Hospice at Home was created by four people who realised that 80 per cent of the people who died in hospital would rather die at home. It has managed all the tumult of NHS reforms, all the risks of growth, and all the funding crises, to now serve hundreds of patients a year, with over ten thousand hours of care. It has staged grand fundraising events (I still haven’t lived down dancing with 150 Santas in Penrith) and it has been honoured with medals at Buckingham palace. But its stall is still at the Skelton Show, and Fiona, who was a founder fifteen years ago, still works there now. Each organisation’s overheads are low and their staff are effective and experienced. But they cannot afford permanent staff for writing grant applications, and they are rarely financially secure.
Now giant ‘third-sector organisations’ are competing against them. These big national charities have strengths (professional management, economies of scale, skills and good track records) but this is not why they consistently win contracts: they generally win because they are richer and more powerful. They have revenues of hundreds of millions of pounds a year: a hundred times the size of the largest Cumbrian charities. Some have more than a hundred people just in their fundraising and ‘development’ teams. And they know how to promote themselves: this week there were ten events organised by big national charities in Parliament, with celebrity guests, videos, and pink-iced cakes. Yesterday, I was presenting an award at a London ceremony for charities that had so many glamorous assistants, spotlights, sport-stars, and tracks of ethnic drumming, that I thought I was at an American ballgame.
But it is not the cakes which make big charities so appealing to foundations and government: it is that they feed our new obsessions with ‘professionalism’, ‘accountability’, ‘risk-assessment’, and ‘sustainability’: all of which often come down to ‘size’. Contracts are increasing in scale. Application forms demand elaborate strategies, and needs assessments. Insurance costs are rocketing (as even Crosby Ravensworth Village Fair is finding to its cost). Compliance favours the most exhaustive monitoring and documentation. The most straightforward act of neighbourliness now requires a training course.

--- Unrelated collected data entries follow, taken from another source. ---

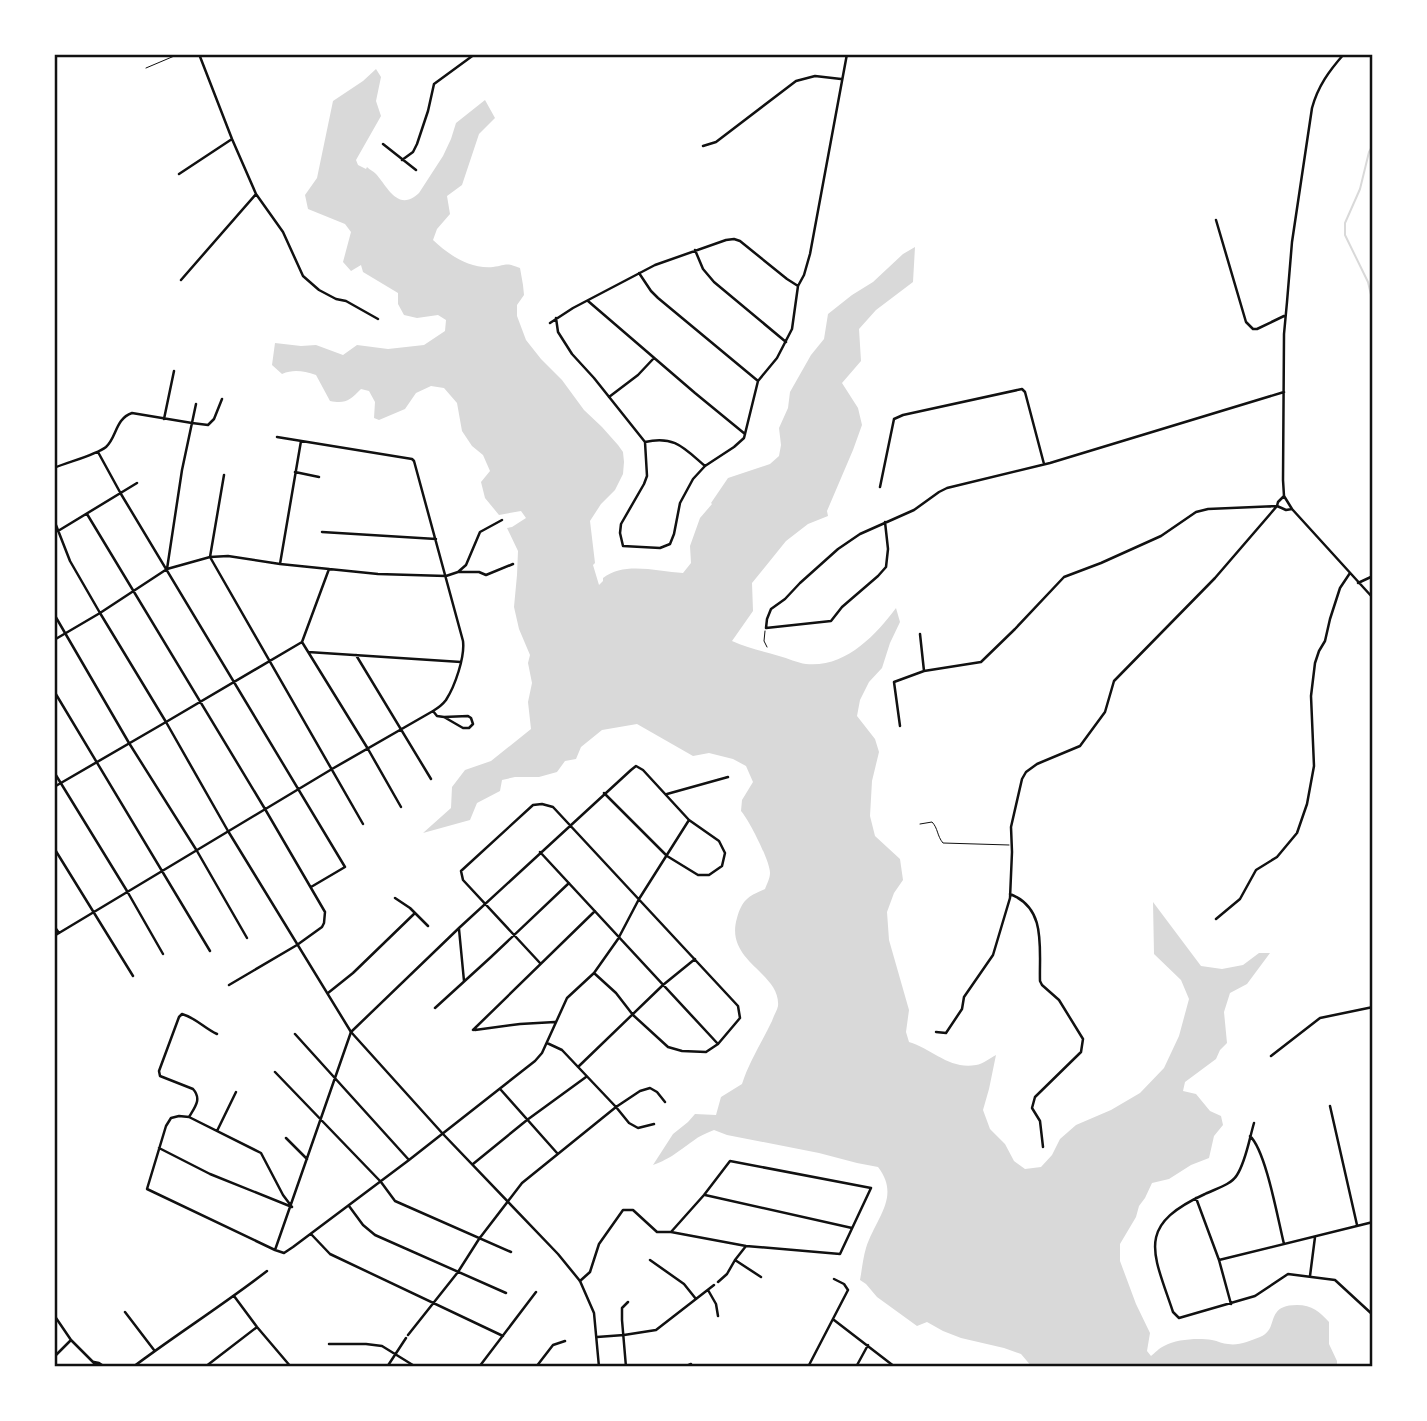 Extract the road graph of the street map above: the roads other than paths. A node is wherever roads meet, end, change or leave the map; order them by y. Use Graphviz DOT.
graph roads {
  1 [pos="179,54"];
  2 [pos="199,54"];
  3 [pos="475,54"];
  4 [pos="847,54"];
  5 [pos="1344,54"];
  6 [pos="146,68"];
  7 [pos="843,79"];
  8 [pos="232,139"];
  9 [pos="383,144"];
  10 [pos="702,146"];
  11 [pos="402,160"];
  12 [pos="416,170"];
  13 [pos="179,174"];
  14 [pos="256,194"];
  15 [pos="1216,220"];
  16 [pos="695,250"];
  17 [pos="639,273"];
  18 [pos="181,279"];
  19 [pos="798,286"];
  20 [pos="588,301"];
  21 [pos="1286,316"];
  22 [pos="556,318"];
  23 [pos="378,319"];
  24 [pos="550,323"];
  25 [pos="786,342"];
  26 [pos="653,358"];
  27 [pos="174,371"];
  28 [pos="758,382"];
  29 [pos="1284,392"];
  30 [pos="609,397"];
  31 [pos="222,399"];
  32 [pos="196,404"];
  33 [pos="164,419"];
  34 [pos="192,423"];
  35 [pos="745,435"];
  36 [pos="277,437"];
  37 [pos="301,441"];
  38 [pos="645,442"];
  39 [pos="99,452"];
  40 [pos="1044,464"];
  41 [pos="705,466"];
  42 [pos="54,468"];
  43 [pos="295,472"];
  44 [pos="224,475"];
  45 [pos="319,477"];
  46 [pos="137,484"];
  47 [pos="880,487"];
  48 [pos="121,494"];
  49 [pos="1284,496"];
  50 [pos="1277,506"];
  51 [pos="1292,509"];
  52 [pos="87,514"];
  53 [pos="54,520"];
  54 [pos="502,520"];
  55 [pos="885,522"];
  56 [pos="58,531"];
  57 [pos="322,532"];
  58 [pos="436,539"];
  59 [pos="210,557"];
  60 [pos="280,564"];
  61 [pos="513,565"];
  62 [pos="167,569"];
  63 [pos="328,569"];
  64 [pos="458,572"];
  65 [pos="1350,573"];
  66 [pos="446,576"];
  67 [pos="1373,576"];
  68 [pos="1358,583"];
  69 [pos="134,592"];
  70 [pos="1373,598"];
  71 [pos="100,613"];
  72 [pos="54,614"];
  73 [pos="766,628"];
  74 [pos="66,633"];
  75 [pos="920,634"];
  76 [pos="54,640"];
  77 [pos="302,642"];
  78 [pos="767,647"];
  79 [pos="308,652"];
  80 [pos="356,655"];
  81 [pos="269,661"];
  82 [pos="461,662"];
  83 [pos="924,671"];
  84 [pos="234,682"];
  85 [pos="54,691"];
  86 [pos="200,702"];
  87 [pos="433,711"];
  88 [pos="444,717"];
  89 [pos="166,722"];
  90 [pos="900,726"];
  91 [pos="402,729"];
  92 [pos="129,743"];
  93 [pos="368,749"];
  94 [pos="97,763"];
  95 [pos="332,769"];
  96 [pos="54,772"];
  97 [pos="728,777"];
  98 [pos="430,779"];
  99 [pos="61,783"];
  100 [pos="54,787"];
  101 [pos="299,789"];
  102 [pos="604,793"];
  103 [pos="666,795"];
  104 [pos="401,807"];
  105 [pos="265,809"];
  106 [pos="689,820"];
  107 [pos="363,824"];
  108 [pos="920,824"];
  109 [pos="569,825"];
  110 [pos="228,831"];
  111 [pos="1012,845"];
  112 [pos="54,848"];
  113 [pos="197,851"];
  114 [pos="540,852"];
  115 [pos="667,856"];
  116 [pos="163,872"];
  117 [pos="569,883"];
  118 [pos="311,887"];
  119 [pos="127,891"];
  120 [pos="1010,894"];
  121 [pos="394,898"];
  122 [pos="639,899"];
  123 [pos="485,904"];
  124 [pos="595,911"];
  125 [pos="93,913"];
  126 [pos="415,913"];
  127 [pos="1216,919"];
  128 [pos="54,926"];
  129 [pos="428,926"];
  130 [pos="459,928"];
  131 [pos="59,933"];
  132 [pos="515,934"];
  133 [pos="54,936"];
  134 [pos="619,937"];
  135 [pos="247,938"];
  136 [pos="297,945"];
  137 [pos="210,951"];
  138 [pos="163,954"];
  139 [pos="695,959"];
  140 [pos="540,963"];
  141 [pos="594,973"];
  142 [pos="133,976"];
  143 [pos="464,981"];
  144 [pos="229,985"];
  145 [pos="663,985"];
  146 [pos="328,993"];
  147 [pos="1373,1007"];
  148 [pos="435,1008"];
  149 [pos="633,1015"];
  150 [pos="555,1022"];
  151 [pos="351,1032"];
  152 [pos="936,1032"];
  153 [pos="217,1034"];
  154 [pos="295,1034"];
  155 [pos="546,1044"];
  156 [pos="718,1044"];
  157 [pos="1271,1056"];
  158 [pos="578,1067"];
  159 [pos="275,1072"];
  160 [pos="586,1077"];
  161 [pos="335,1079"];
  162 [pos="500,1089"];
  163 [pos="236,1092"];
  164 [pos="665,1102"];
  165 [pos="1329,1106"];
  166 [pos="616,1107"];
  167 [pos="189,1117"];
  168 [pos="321,1119"];
  169 [pos="527,1120"];
  170 [pos="654,1124"];
  171 [pos="1254,1124"];
  172 [pos="217,1131"];
  173 [pos="443,1133"];
  174 [pos="1250,1136"];
  175 [pos="286,1138"];
  176 [pos="1043,1147"];
  177 [pos="159,1148"];
  178 [pos="557,1153"];
  179 [pos="307,1159"];
  180 [pos="409,1160"];
  181 [pos="473,1164"];
  182 [pos="381,1182"];
  183 [pos="704,1195"];
  184 [pos="1196,1198"];
  185 [pos="508,1201"];
  186 [pos="349,1206"];
  187 [pos="292,1207"];
  188 [pos="1373,1222"];
  189 [pos="1358,1226"];
  190 [pos="852,1228"];
  191 [pos="671,1232"];
  192 [pos="311,1234"];
  193 [pos="1315,1237"];
  194 [pos="479,1239"];
  195 [pos="1284,1244"];
  196 [pos="747,1246"];
  197 [pos="275,1250"];
  198 [pos="511,1252"];
  199 [pos="650,1260"];
  200 [pos="735,1260"];
  201 [pos="1219,1260"];
  202 [pos="267,1271"];
  203 [pos="458,1272"];
  204 [pos="1310,1276"];
  205 [pos="761,1277"];
  206 [pos="834,1279"];
  207 [pos="580,1281"];
  208 [pos="718,1282"];
  209 [pos="714,1285"];
  210 [pos="708,1290"];
  211 [pos="536,1292"];
  212 [pos="506,1293"];
  213 [pos="234,1296"];
  214 [pos="696,1299"];
  215 [pos="628,1302"];
  216 [pos="432,1303"];
  217 [pos="1231,1304"];
  218 [pos="125,1312"];
  219 [pos="54,1315"];
  220 [pos="1373,1315"];
  221 [pos="719,1316"];
  222 [pos="833,1319"];
  223 [pos="257,1327"];
  224 [pos="624,1335"];
  225 [pos="503,1336"];
  226 [pos="597,1337"];
  227 [pos="71,1340"];
  228 [pos="565,1341"];
  229 [pos="329,1344"];
  230 [pos="868,1345"];
  231 [pos="154,1350"];
  232 [pos="395,1354"];
  233 [pos="54,1357"];
  234 [pos="94,1362"];
  235 [pos="691,1364"];
  236 [pos="290,1366"];
  237 [pos="98,1367"];
  238 [pos="105,1367"];
  239 [pos="133,1367"];
  240 [pos="205,1367"];
  241 [pos="387,1367"];
  242 [pos="416,1367"];
  243 [pos="479,1367"];
  244 [pos="536,1367"];
  245 [pos="599,1367"];
  246 [pos="626,1367"];
  247 [pos="684,1367"];
  248 [pos="808,1367"];
  249 [pos="856,1367"];
  250 [pos="895,1367"];
  1 -- 6 [label="lane"];
  2 -- 8 [label="street"];
  3 -- 11 [label="street"];
  4 -- 7 [label="street"];
  5 -- 21 [label="street"];
  7 -- 10 [label="street"];
  7 -- 19 [label="street"];
  8 -- 13 [label="street"];
  8 -- 14 [label="street"];
  9 -- 11 [label="street"];
  11 -- 12 [label="street"];
  14 -- 18 [label="street"];
  14 -- 23 [label="street"];
  15 -- 21 [label="street"];
  16 -- 17 [label="street"];
  16 -- 19 [label="street"];
  16 -- 25 [label="street"];
  17 -- 20 [label="street"];
  17 -- 28 [label="street"];
  19 -- 25 [label="street"];
  20 -- 22 [label="street"];
  20 -- 26 [label="street"];
  21 -- 29 [label="street"];
  22 -- 24 [label="street"];
  22 -- 30 [label="street"];
  25 -- 28 [label="street"];
  26 -- 30 [label="street"];
  26 -- 35 [label="street"];
  27 -- 33 [label="street"];
  28 -- 35 [label="street"];
  29 -- 40 [label="street"];
  29 -- 49 [label="street"];
  30 -- 38 [label="street"];
  31 -- 34 [label="street"];
  32 -- 34 [label="street"];
  33 -- 34 [label="street"];
  33 -- 39 [label="street"];
  34 -- 62 [label="street"];
  35 -- 41 [label="street"];
  36 -- 37 [label="street"];
  37 -- 43 [label="street"];
  37 -- 58 [label="street"];
  38 -- 41 [label="street"];
  38 -- 41 [label="street"];
  39 -- 42 [label="street"];
  39 -- 48 [label="street"];
  40 -- 47 [label="street"];
  40 -- 55 [label="street"];
  43 -- 45 [label="street"];
  43 -- 60 [label="street"];
  44 -- 59 [label="street"];
  46 -- 48 [label="street"];
  48 -- 52 [label="street"];
  48 -- 62 [label="street"];
  49 -- 50 [label="street"];
  49 -- 51 [label="street"];
  50 -- 51 [label="street"];
  50 -- 83 [label="street"];
  50 -- 111 [label="street"];
  51 -- 65 [label="street"];
  52 -- 56 [label="street"];
  52 -- 69 [label="street"];
  53 -- 56 [label="street"];
  54 -- 64 [label="street"];
  55 -- 73 [label="street"];
  55 -- 73 [label="street"];
  56 -- 71 [label="street"];
  57 -- 58 [label="street"];
  58 -- 66 [label="street"];
  59 -- 60 [label="street"];
  59 -- 62 [label="street"];
  59 -- 81 [label="street"];
  60 -- 63 [label="street"];
  61 -- 64 [label="street"];
  62 -- 69 [label="street"];
  62 -- 84 [label="street"];
  63 -- 66 [label="street"];
  63 -- 77 [label="street"];
  64 -- 66 [label="street"];
  65 -- 68 [label="street"];
  65 -- 127 [label="street"];
  66 -- 82 [label="street"];
  67 -- 68 [label="street"];
  68 -- 70 [label="street"];
  69 -- 71 [label="street"];
  69 -- 86 [label="street"];
  71 -- 74 [label="street"];
  71 -- 89 [label="street"];
  72 -- 74 [label="street"];
  73 -- 78 [label="lane"];
  74 -- 76 [label="street"];
  74 -- 92 [label="street"];
  75 -- 83 [label="street"];
  77 -- 79 [label="street"];
  77 -- 81 [label="street"];
  79 -- 80 [label="street"];
  79 -- 93 [label="street"];
  80 -- 82 [label="street"];
  80 -- 91 [label="street"];
  81 -- 84 [label="street"];
  81 -- 95 [label="street"];
  82 -- 87 [label="street"];
  83 -- 90 [label="street"];
  84 -- 86 [label="street"];
  84 -- 101 [label="street"];
  85 -- 94 [label="street"];
  86 -- 89 [label="street"];
  86 -- 105 [label="street"];
  87 -- 88 [label="street"];
  87 -- 91 [label="street"];
  88 -- 88 [label="street"];
  89 -- 92 [label="street"];
  89 -- 110 [label="street"];
  91 -- 93 [label="street"];
  91 -- 98 [label="street"];
  92 -- 94 [label="street"];
  92 -- 113 [label="street"];
  93 -- 95 [label="street"];
  93 -- 104 [label="street"];
  94 -- 99 [label="street"];
  94 -- 116 [label="street"];
  95 -- 101 [label="street"];
  95 -- 107 [label="street"];
  96 -- 99 [label="street"];
  97 -- 103 [label="street"];
  99 -- 100 [label="street"];
  99 -- 119 [label="street"];
  101 -- 105 [label="street"];
  101 -- 118 [label="street"];
  102 -- 103 [label="street"];
  102 -- 109 [label="street"];
  102 -- 115 [label="street"];
  103 -- 106 [label="street"];
  105 -- 110 [label="street"];
  105 -- 118 [label="street"];
  106 -- 115 [label="street"];
  106 -- 115 [label="street"];
  108 -- 111 [label="lane"];
  109 -- 114 [label="street"];
  109 -- 122 [label="street"];
  109 -- 123 [label="street"];
  110 -- 113 [label="street"];
  110 -- 136 [label="street"];
  111 -- 120 [label="street"];
  112 -- 125 [label="street"];
  113 -- 116 [label="street"];
  113 -- 135 [label="street"];
  114 -- 117 [label="street"];
  114 -- 123 [label="street"];
  115 -- 122 [label="street"];
  116 -- 119 [label="street"];
  116 -- 137 [label="street"];
  117 -- 124 [label="street"];
  117 -- 132 [label="street"];
  118 -- 136 [label="street"];
  119 -- 125 [label="street"];
  119 -- 138 [label="street"];
  120 -- 152 [label="street"];
  120 -- 176 [label="street"];
  121 -- 126 [label="street"];
  122 -- 134 [label="street"];
  122 -- 139 [label="street"];
  123 -- 130 [label="street"];
  123 -- 132 [label="street"];
  124 -- 134 [label="street"];
  124 -- 140 [label="street"];
  125 -- 131 [label="street"];
  125 -- 142 [label="street"];
  126 -- 129 [label="street"];
  126 -- 146 [label="street"];
  128 -- 131 [label="street"];
  130 -- 143 [label="street"];
  130 -- 151 [label="street"];
  131 -- 133 [label="street"];
  132 -- 140 [label="street"];
  132 -- 143 [label="street"];
  134 -- 141 [label="street"];
  134 -- 145 [label="street"];
  136 -- 144 [label="street"];
  136 -- 146 [label="street"];
  139 -- 145 [label="street"];
  139 -- 156 [label="street"];
  140 -- 150 [label="street"];
  141 -- 149 [label="street"];
  141 -- 150 [label="street"];
  143 -- 148 [label="street"];
  145 -- 149 [label="street"];
  145 -- 156 [label="street"];
  146 -- 151 [label="street"];
  147 -- 157 [label="street"];
  149 -- 156 [label="street"];
  149 -- 158 [label="street"];
  150 -- 155 [label="street"];
  151 -- 161 [label="street"];
  151 -- 173 [label="street"];
  153 -- 167 [label="street"];
  154 -- 161 [label="street"];
  155 -- 158 [label="street"];
  155 -- 162 [label="street"];
  158 -- 160 [label="street"];
  159 -- 168 [label="street"];
  160 -- 166 [label="street"];
  160 -- 169 [label="street"];
  161 -- 168 [label="street"];
  161 -- 180 [label="street"];
  162 -- 169 [label="street"];
  162 -- 173 [label="street"];
  163 -- 172 [label="street"];
  164 -- 166 [label="street"];
  165 -- 189 [label="street"];
  166 -- 170 [label="street"];
  166 -- 178 [label="street"];
  167 -- 172 [label="street"];
  167 -- 177 [label="street"];
  168 -- 179 [label="street"];
  168 -- 182 [label="street"];
  169 -- 178 [label="street"];
  169 -- 181 [label="street"];
  171 -- 174 [label="street"];
  172 -- 187 [label="street"];
  173 -- 180 [label="street"];
  173 -- 181 [label="street"];
  174 -- 184 [label="street"];
  174 -- 195 [label="street"];
  175 -- 179 [label="street"];
  177 -- 187 [label="street"];
  177 -- 197 [label="street"];
  178 -- 185 [label="street"];
  179 -- 187 [label="street"];
  180 -- 182 [label="street"];
  181 -- 185 [label="street"];
  182 -- 186 [label="street"];
  182 -- 194 [label="street"];
  183 -- 190 [label="street"];
  183 -- 190 [label="street"];
  183 -- 191 [label="street"];
  184 -- 201 [label="street"];
  184 -- 217 [label="street"];
  185 -- 194 [label="street"];
  185 -- 207 [label="street"];
  186 -- 192 [label="street"];
  186 -- 203 [label="street"];
  187 -- 197 [label="street"];
  188 -- 189 [label="street"];
  189 -- 193 [label="street"];
  190 -- 196 [label="street"];
  191 -- 196 [label="street"];
  191 -- 207 [label="street"];
  192 -- 197 [label="street"];
  192 -- 216 [label="street"];
  193 -- 195 [label="street"];
  193 -- 204 [label="street"];
  194 -- 198 [label="street"];
  194 -- 203 [label="street"];
  195 -- 201 [label="street"];
  196 -- 200 [label="street"];
  199 -- 214 [label="street"];
  200 -- 205 [label="street"];
  200 -- 208 [label="street"];
  201 -- 217 [label="street"];
  202 -- 213 [label="street"];
  203 -- 212 [label="street"];
  203 -- 216 [label="street"];
  204 -- 217 [label="street"];
  204 -- 220 [label="street"];
  206 -- 222 [label="street"];
  207 -- 226 [label="street"];
  209 -- 210 [label="street"];
  210 -- 214 [label="street"];
  210 -- 221 [label="street"];
  211 -- 225 [label="street"];
  213 -- 223 [label="street"];
  213 -- 231 [label="street"];
  214 -- 224 [label="street"];
  215 -- 224 [label="street"];
  216 -- 225 [label="street"];
  216 -- 232 [label="street"];
  218 -- 231 [label="street"];
  219 -- 227 [label="street"];
  222 -- 230 [label="street"];
  222 -- 248 [label="street"];
  223 -- 236 [label="street"];
  223 -- 240 [label="street"];
  224 -- 226 [label="street"];
  224 -- 246 [label="street"];
  225 -- 243 [label="street"];
  226 -- 245 [label="street"];
  227 -- 233 [label="street"];
  227 -- 234 [label="street"];
  228 -- 244 [label="street"];
  229 -- 232 [label="street"];
  230 -- 249 [label="street"];
  230 -- 250 [label="street"];
  231 -- 239 [label="street"];
  232 -- 241 [label="street"];
  232 -- 242 [label="street"];
  234 -- 237 [label="street"];
  234 -- 238 [label="street"];
  235 -- 247 [label="street"];
}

How much easier, therefore, to give the contract to a national charity, with its financial base, sophisticated reporting systems, right qualifications and right words. But often how much worse for the ‘service-users’: because in many charities, local knowledge, leadership and flexibility are more important than a complex national template. What matters are not strategic plans but human relationships; not qualifications but compassion and understanding. If Eden Mencap – with no national support system – loses its grant to a big national provider what will that mean for my friend in Penrith? He has learning difficulties but does not receive government support. Will the national sit down with him, as Eden Mencap does almost every week, to talk, or gently to unpick the hundreds of pounds’ debt he has run up on his Argos card? Would they process him if he were not funded as part of a government contract? Would they even keep the office on the high street, so he could find them? And would they have known him for twenty years?
I am now working with Cumbria Voluntary Service to bring small local charities together with donors. The hope is to create simpler processes and more manageable contracts, which reward local knowledge and experience, rather than hyper-polished proposals. I’ve asked Whitehall for ideas on how officers can adapt the procurement regulations. But the big national charities can also help by showing more sensitivity.
Some already do. Last week, I was at the wonderful new Roman Frontier Gallery at Tullie House with the Director of the British Museum. The British Museum, like the Liverpool Tate gallery, could have set up a “BM North”. They have the money, reputation and the masterpieces to succeed and take visitors and funding away from local museums. Instead, they have chosen to lend their treasures to Tullie, and work with their curators to build on what is already there. I hope more of the great national charities will follow their example.